Dear Mr. Stemmer,
I apologize in advance for this lengthy email, but I read about your recent lecture regarding the Crab Island Fish Factory, and I thought you might be interested in some information I have to share.
My name is Craig White. My parents have owned a summer home in the Holgate section of LBI for almost 40 years where I spent most of my summers as a youth (we lived in Berwyn, PA during the winter). I am 44 now and live in Annapolis, MD with my wife and 3 children. We still visit the island often, and I am still as interested as ever in the island and surrounding area’s history. In particular, the old fish factory is still a strange fascination and poses somewhat of a mystery to me.
The reason for my email is that I have been ‘haunted’ by some treasures that I found there at low tide under the western-most bulkhead during a five-year period in the 1980’s. I think your research has provided me with a potential clue as to the source of the treasures (e.g. the island’s use as a possible dumping ground by the Atlantic City Garbage Co. in the 1920’s). I was hoping you could confirm my guess or provide me with any additional ideas.

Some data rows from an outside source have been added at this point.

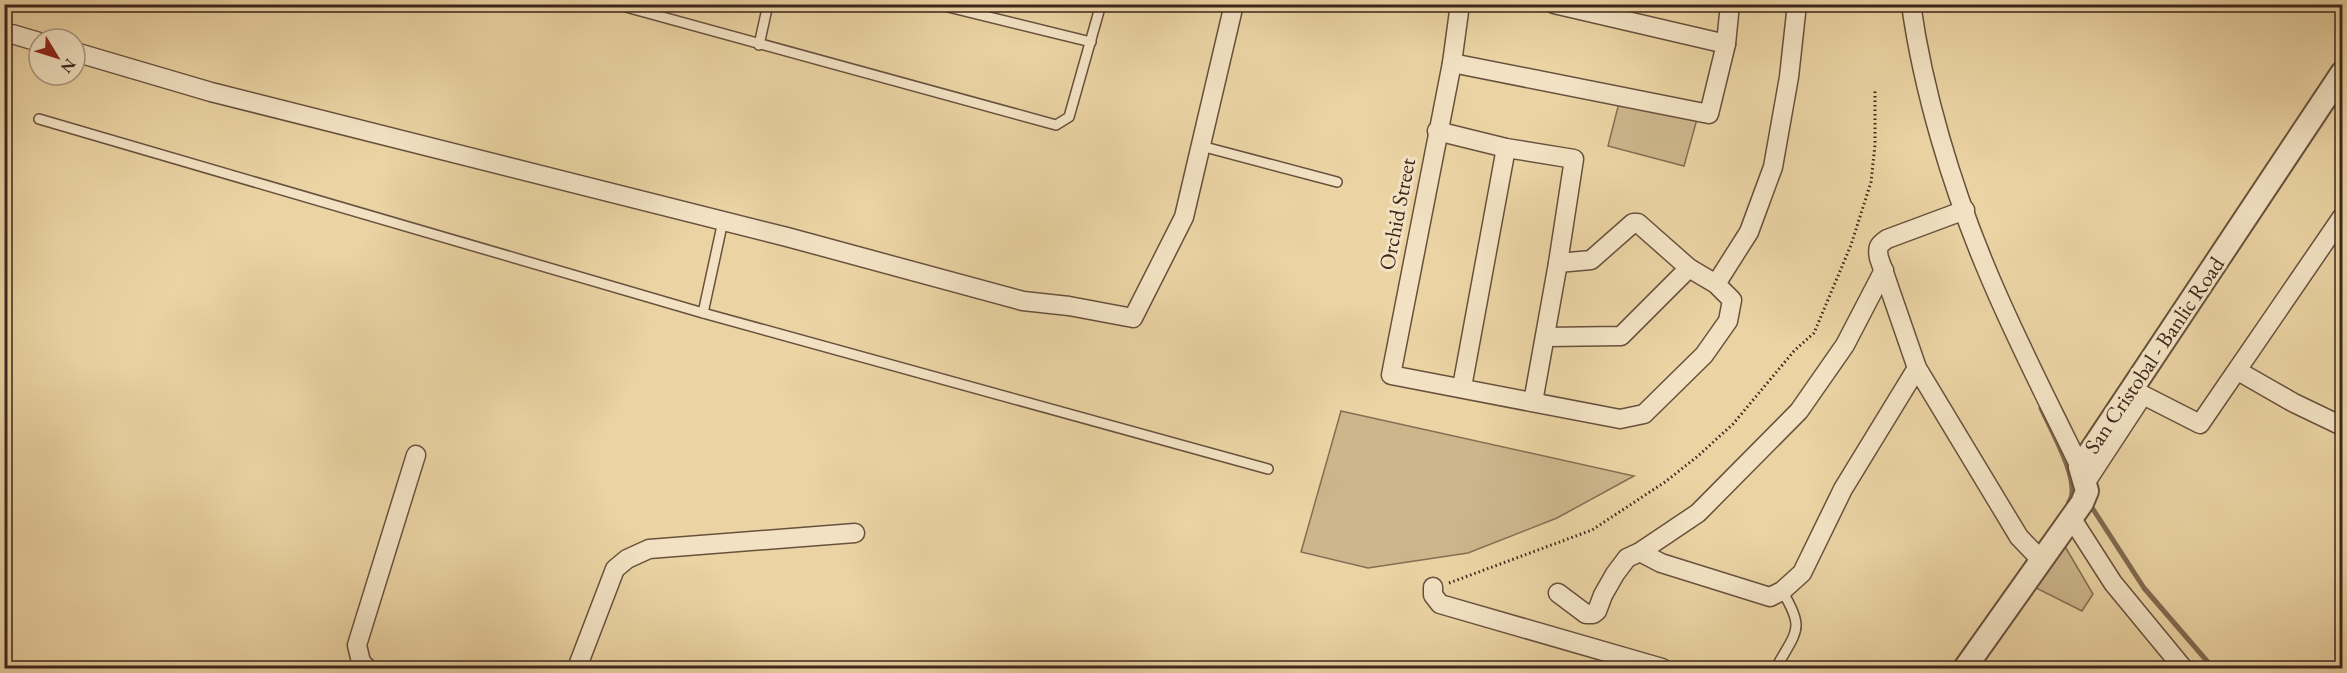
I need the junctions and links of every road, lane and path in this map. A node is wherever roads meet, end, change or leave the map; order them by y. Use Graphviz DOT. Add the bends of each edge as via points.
graph roads {
  1 [pos="615,4"];
  2 [pos="768,4"];
  3 [pos="936,4"];
  4 [pos="1101,4"];
  5 [pos="1234,4"];
  6 [pos="1461,4"];
  7 [pos="1554,4"];
  8 [pos="1730,4"];
  9 [pos="1797,4"];
  10 [pos="1911,4"];
  11 [pos="12,34"];
  12 [pos="27,38"];
  13 [pos="1091,42"];
  14 [pos="1726,44"];
  15 [pos="759,45"];
  16 [pos="87,56"];
  17 [pos="1452,63"];
  18 [pos="2343,73"];
  19 [pos="1875,90"];
  20 [pos="39,119"];
  21 [pos="1437,131"];
  22 [pos="1202,146"];
  23 [pos="1506,148"];
  24 [pos="1337,182"];
  25 [pos="1965,210"];
  26 [pos="2343,217"];
  27 [pos="723,221"];
  28 [pos="1558,263"];
  29 [pos="1689,268"];
  30 [pos="1884,270"];
  31 [pos="1716,284"];
  32 [pos="703,313"];
  33 [pos="1546,337"];
  34 [pos="1917,368"];
  35 [pos="2238,370"];
  36 [pos="1462,387"];
  37 [pos="1533,402"];
  38 [pos="2343,426"];
  39 [pos="417,455"];
  40 [pos="1268,470"];
  41 [pos="2083,474"];
  42 [pos="2072,519"];
  43 [pos="855,533"];
  44 [pos="1640,552"];
  45 [pos="2041,560"];
  46 [pos="1433,587"];
  47 [pos="1782,591"];
  48 [pos="1558,593"];
  49 [pos="367,669"];
  50 [pos="577,669"];
  51 [pos="1662,669"];
  52 [pos="1776,669"];
  53 [pos="1965,669"];
  54 [pos="2183,669"];
  1 -- 15 [label="lane"];
  2 -- 15 [label="lane"];
  3 -- 13 [label="lane"];
  4 -- 13 [label="lane"];
  5 -- 22 [label="street"];
  6 -- 17 [label="street, Orchid Street"];
  7 -- 14 [label="street"];
  8 -- 14 [label="street"];
  9 -- 31 [label="street" via="1773,167 1749,232"];
  10 -- 25 [label="street" via="1928,88"];
  11 -- 12 [label="street"];
  13 -- 15 [label="lane" via="1068,117 1056,125"];
  14 -- 17 [label="street" via="1709,114"];
  16 -- 27 [label="street" via="211,92"];
  17 -- 21 [label="street, Orchid Street"];
  18 -- 41 [label="street, San Cristobal - Banlic Road"];
  19 -- 46 [label="path" via="1871,182 1851,245 1814,333 1733,424 1665,482 1592,530"];
  20 -- 32 [label="lane"];
  21 -- 23 [label="street"];
  21 -- 36 [label="street, Orchid Street" via="1391,375"];
  22 -- 24 [label="lane"];
  22 -- 27 [label="street" via="1184,217 1133,318 1023,302"];
  23 -- 28 [label="street" via="1574,159"];
  23 -- 36 [label="street"];
  25 -- 30 [label="street" via="1879,244 1877,250"];
  25 -- 41 [label="street" via="1997,295"];
  26 -- 35 [label="street"];
  27 -- 32 [label="lane"];
  28 -- 29 [label="street" via="1591,260 1633,223 1638,223"];
  28 -- 33 [label="street"];
  29 -- 31 [label="street"];
  29 -- 33 [label="street" via="1621,336"];
  30 -- 34 [label="street"];
  30 -- 44 [label="street" via="1845,345 1799,411 1698,513"];
  31 -- 37 [label="street" via="1732,300 1728,321 1704,355 1644,414 1620,419"];
  32 -- 40 [label="lane"];
  33 -- 37 [label="street"];
  34 -- 45 [label="street" via="2013,527"];
  34 -- 47 [label="street" via="1843,489 1802,573"];
  35 -- 38 [label="street"];
  35 -- 41 [label="street" via="2200,424 2143,395"];
  36 -- 37 [label="street"];
  39 -- 49 [label="street" via="357,645"];
  41 -- 42 [label="street, San Cristobal - Banlic Road" via="2087,491"];
  42 -- 45 [label="street, San Cristobal - Banlic Road"];
  42 -- 54 [label="street" via="2113,583"];
  43 -- 50 [label="street" via="649,549 615,570"];
  44 -- 47 [label="street" via="1661,563 1770,597"];
  44 -- 48 [label="street" via="1627,558 1614,574 1593,614 1586,614"];
  45 -- 53 [label="street, San Cristobal - Banlic Road"];
  46 -- 51 [label="street" via="1433,596 1440,604"];
  47 -- 52 [label="lane" via="1797,620 1796,632"];
}
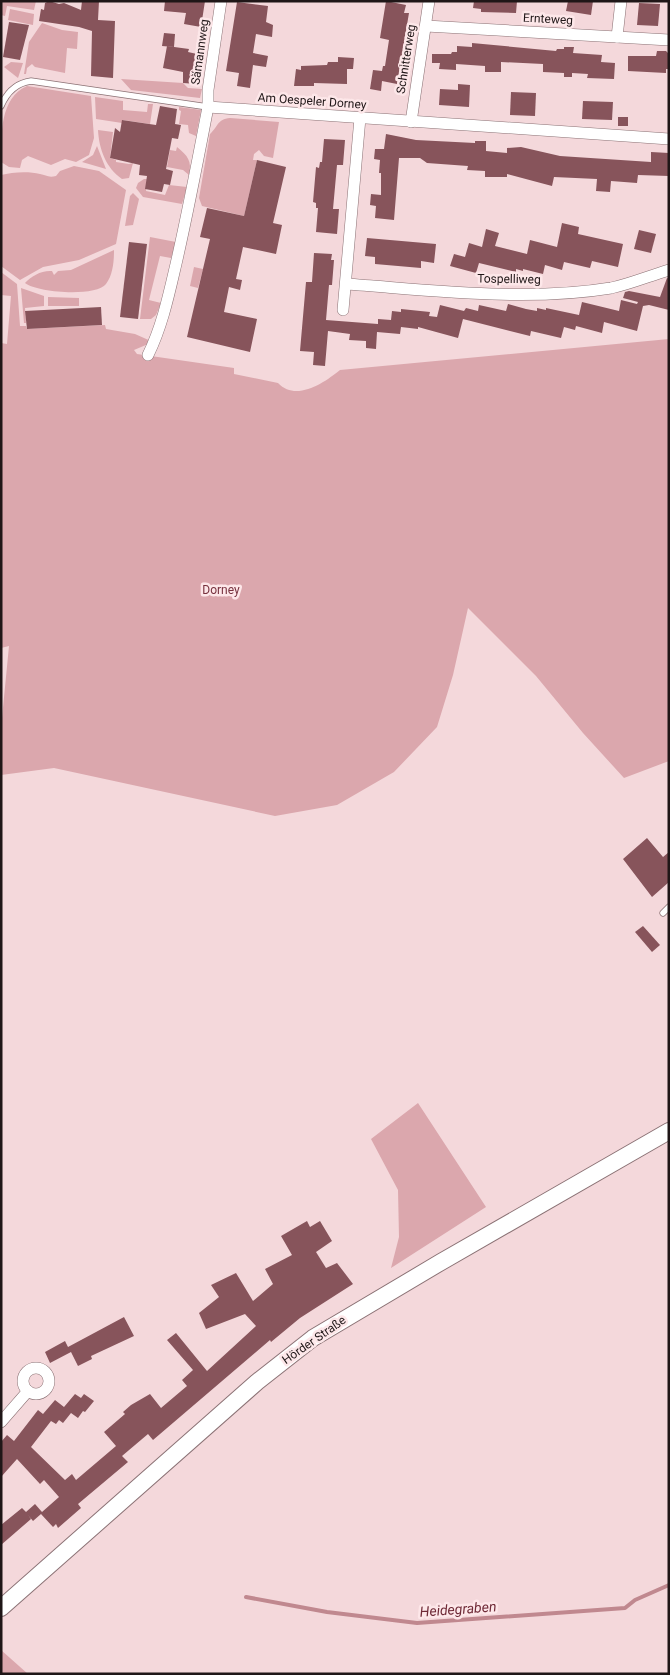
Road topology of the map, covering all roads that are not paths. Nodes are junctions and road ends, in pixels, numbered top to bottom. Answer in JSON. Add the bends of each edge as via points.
{"nodes":[{"id":1,"x":221,"y":1,"type":"edge"},
{"id":2,"x":429,"y":1,"type":"edge"},
{"id":3,"x":621,"y":1,"type":"edge"},
{"id":4,"x":426,"y":26,"type":"junction"},
{"id":5,"x":617,"y":37,"type":"junction"},
{"id":6,"x":669,"y":40,"type":"edge"},
{"id":7,"x":1,"y":106,"type":"edge"},
{"id":8,"x":208,"y":107,"type":"junction"},
{"id":9,"x":360,"y":118,"type":"junction"},
{"id":10,"x":411,"y":122,"type":"junction"},
{"id":11,"x":669,"y":139,"type":"edge"},
{"id":12,"x":669,"y":270,"type":"edge"},
{"id":13,"x":346,"y":284,"type":"junction"},
{"id":14,"x":343,"y":310,"type":"dead end"},
{"id":15,"x":148,"y":355,"type":"dead end"},
{"id":16,"x":669,"y":908,"type":"edge"},
{"id":17,"x":663,"y":913,"type":"dead end"},
{"id":18,"x":669,"y":1131,"type":"edge"},
{"id":19,"x":28,"y":1391,"type":"dead end"},
{"id":20,"x":1,"y":1422,"type":"edge"},
{"id":21,"x":1,"y":1608,"type":"edge"}],
"edges":[{"from":1,"to":8,"type":"street","name":"Sämannweg"},
{"from":2,"to":4,"type":"street","name":"Schnitterweg"},
{"from":3,"to":5,"type":"street"},
{"from":4,"to":5,"type":"street","name":"Ernteweg"},
{"from":4,"to":10,"type":"street","name":"Schnitterweg"},
{"from":5,"to":6,"type":"street","name":"Ernteweg"},
{"from":7,"to":8,"type":"lane","via":[[12,89],[21,83],[32,82]]},
{"from":8,"to":9,"type":"street","name":"Am Oespeler Dorney"},
{"from":8,"to":15,"type":"street","via":[[170,290]]},
{"from":9,"to":10,"type":"street","name":"Am Oespeler Dorney"},
{"from":9,"to":13,"type":"street"},
{"from":10,"to":11,"type":"street","name":"Am Oespeler Dorney"},
{"from":12,"to":13,"type":"street","name":"Tospelliweg","via":[[615,287],[556,292],[439,291]]},
{"from":13,"to":14,"type":"street"},
{"from":16,"to":17,"type":"lane"},
{"from":18,"to":21,"type":"main road","name":"Hörder Straße","via":[[314,1338],[257,1382]]},
{"from":19,"to":20,"type":"street"}]}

Very briefly, I’ll give you the story of my visits there and then a description of some of the items. My childhood friend Jerry Zodl (Jerry now lives in Tuckerton) began visiting the fish factory in our early teens on days off from clamming for his parent’s clam ‘stand’ business on the island. We would drive my old 13 foot whaler over there at low tide. At first we wandered and explored the factory buildings, office (a free standing building at the rear quite a way back that few knew about) and dormitories. All the main buildings used to be very accessible until the fires in the 80s and 90s. On one trip we happened to explore the small beach on the western-most side of the plant. It is next to the bulkhead/pilings where most curiosity seekers tie up their boats. At low tide, although it was somewhat dark, you can walk under the pier/decking. In a stooped or kneeled position, poking through the mud, eyes scanning the ground intently, wearing our “fish factory sneakers” is where we spent most of our time on future, frequent visits to this spot. Serious erosion has impacted this section along the bulkhead/shoreline over the years which leads me to speculate the treasures we found are products of the material dumped there by the A.C. Garbage Co. which is now washing out of the banks.
We dragged back thousands of items over the five-year period that we frequented the place. I still have boxes of carefully packed items – many junk. But, some of the more interesting items I found and still have in my possession include:
· Various silver coins – earliest date 1898, latest date 1926
· 2 separate sets of gold dental caps with bits of human teeth intact (MORE ABOUT THIS BELOW)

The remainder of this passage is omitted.